Come per Pantani, pure per Merckx, ci fu il momento della polvere dopo gli altari. Sembrava ormai l’incontrastato vincitore del Giro d’Italia 1969, quando, ad un controllo antidoping, lo trovarono positivo e venne escluso dalla corsa. La stampa di mezza Europa si schierò dalla sua parte, definendolo vittima di un complotto. Era il tempo dell’ inimitabile “Processo alla tappa” condotto da Sergio Zavoli. Fece scalpore l’intervista di Zavoli a Merckx in lacrime per il drastico esonero dal Giro. In Belgio, con una vibrata protesta, si misero addirittura a boicottare i prodotti italiani.

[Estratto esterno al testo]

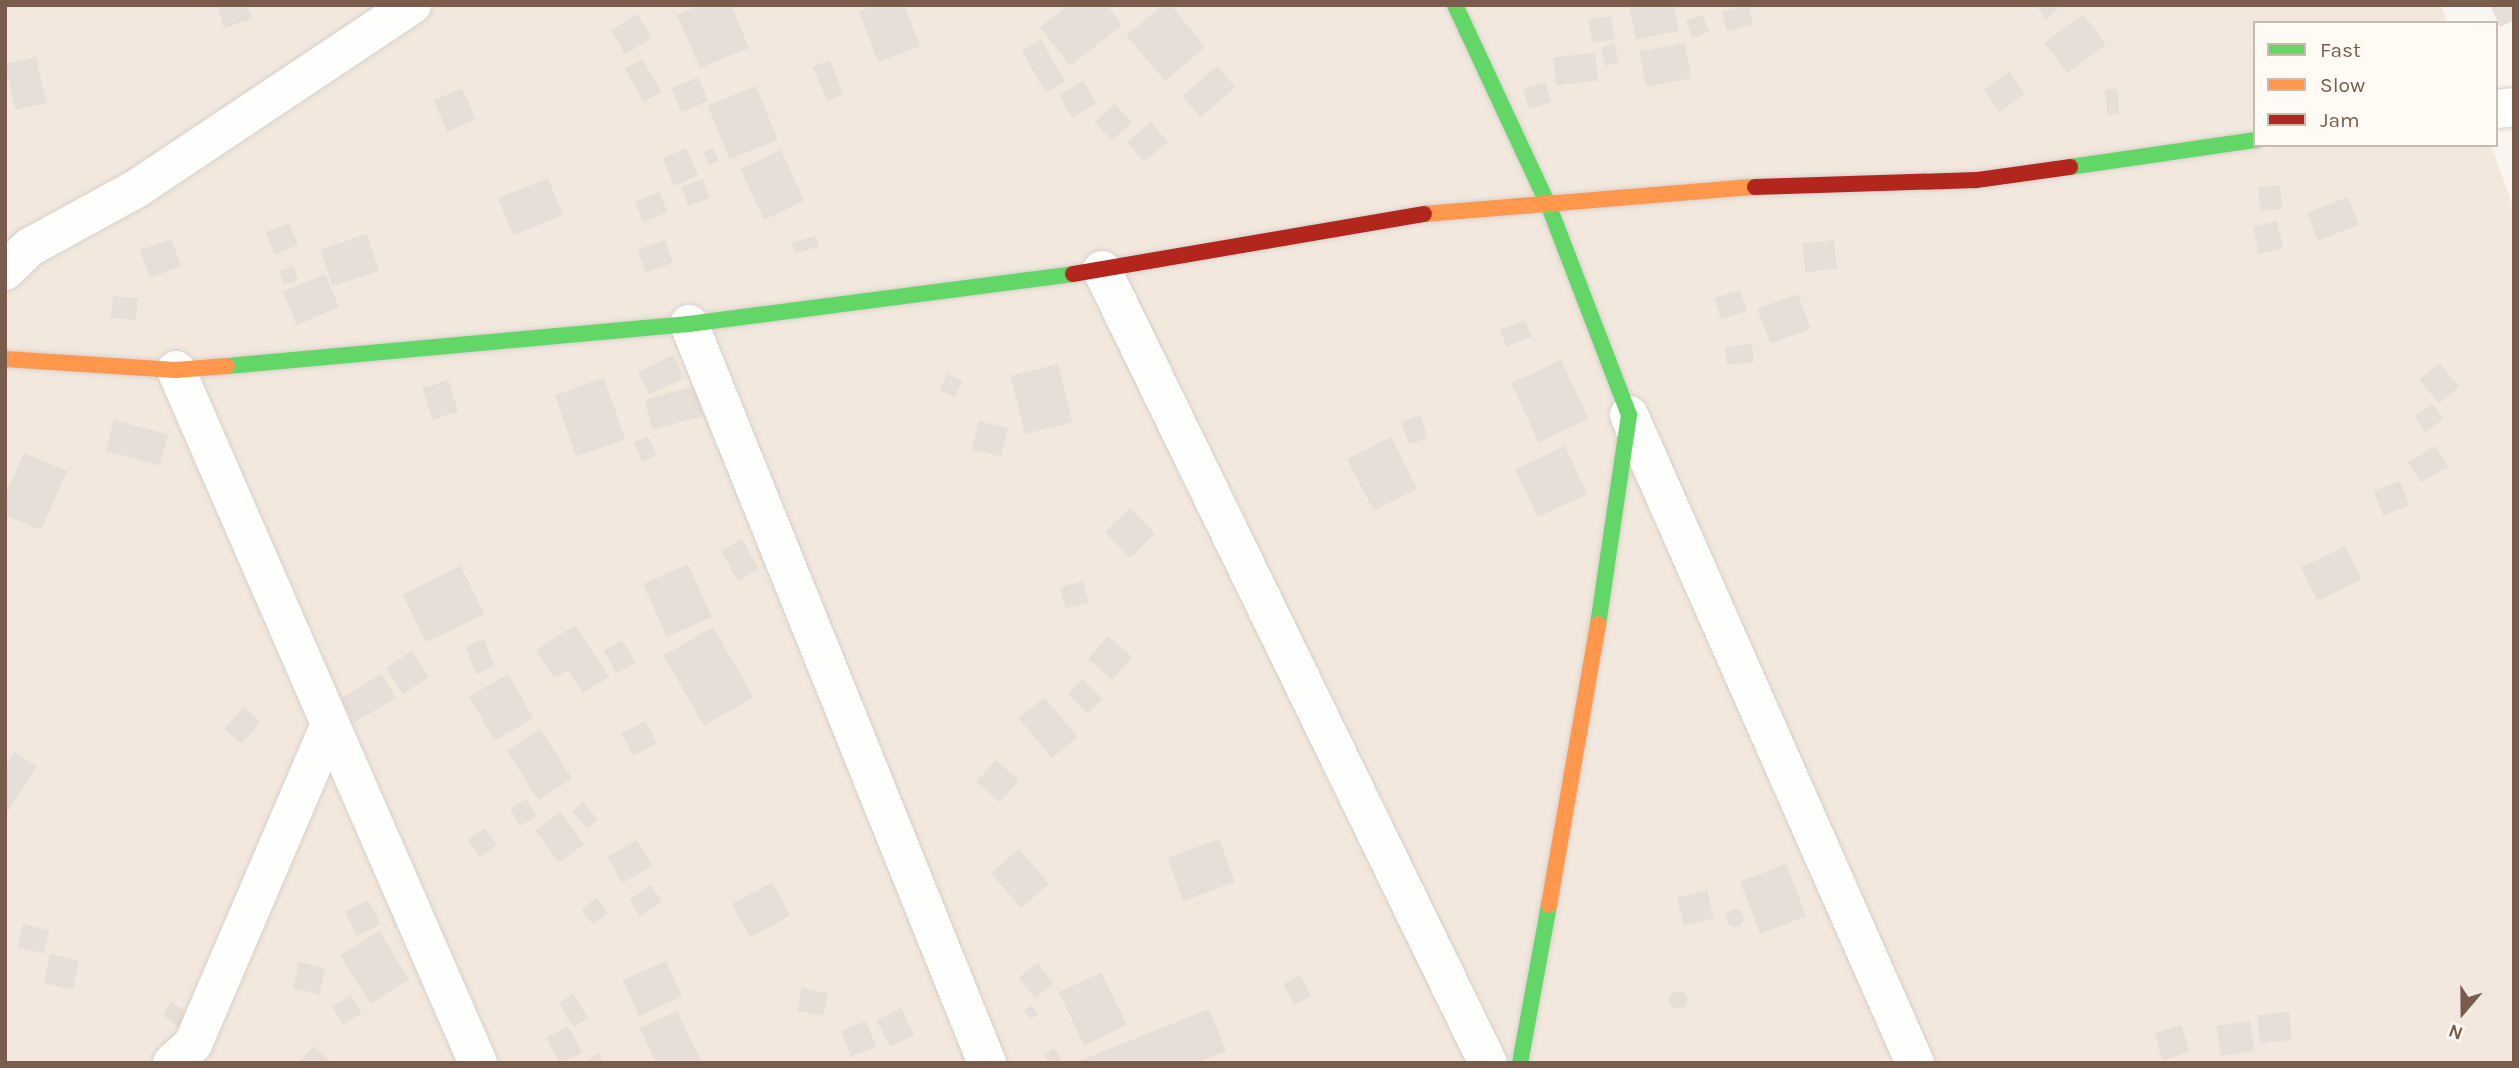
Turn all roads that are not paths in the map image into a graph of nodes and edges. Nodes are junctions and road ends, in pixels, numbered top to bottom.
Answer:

Colse una maiuscola rivincita, dominando il Tour 1969, che vinse con 18 minuti di vantaggio sul secondo. Fu inoltre primo nella Classifica a punti, in quella del Gran premio della montagna, della combattività e nella graduatoria a squadre con la Faema. Nel ciclismo, ci sono sempre stati gli specialisti: scalatori, passisti, velocisti. Merckx non aveva alcuna dote particolare, primeggiava ovunque. Quell’anno (1969) – riferirono le cronache – la figlia di Christian Raymond, corridore francese, chiese al padre come stava andando il Tour. E il babbo: “Questo (Merckx) non ci lascia manco le briciole”. La bambina di rimando: “Ma, allora è proprio un cannibale”. Nacque così l’appellativo del campione dei campioni: il cannibale, appunto. Nel 1975, i francesi lo decorarono con la loro massima onorificenza, la Croce di Cavaliere della Legion d’onore.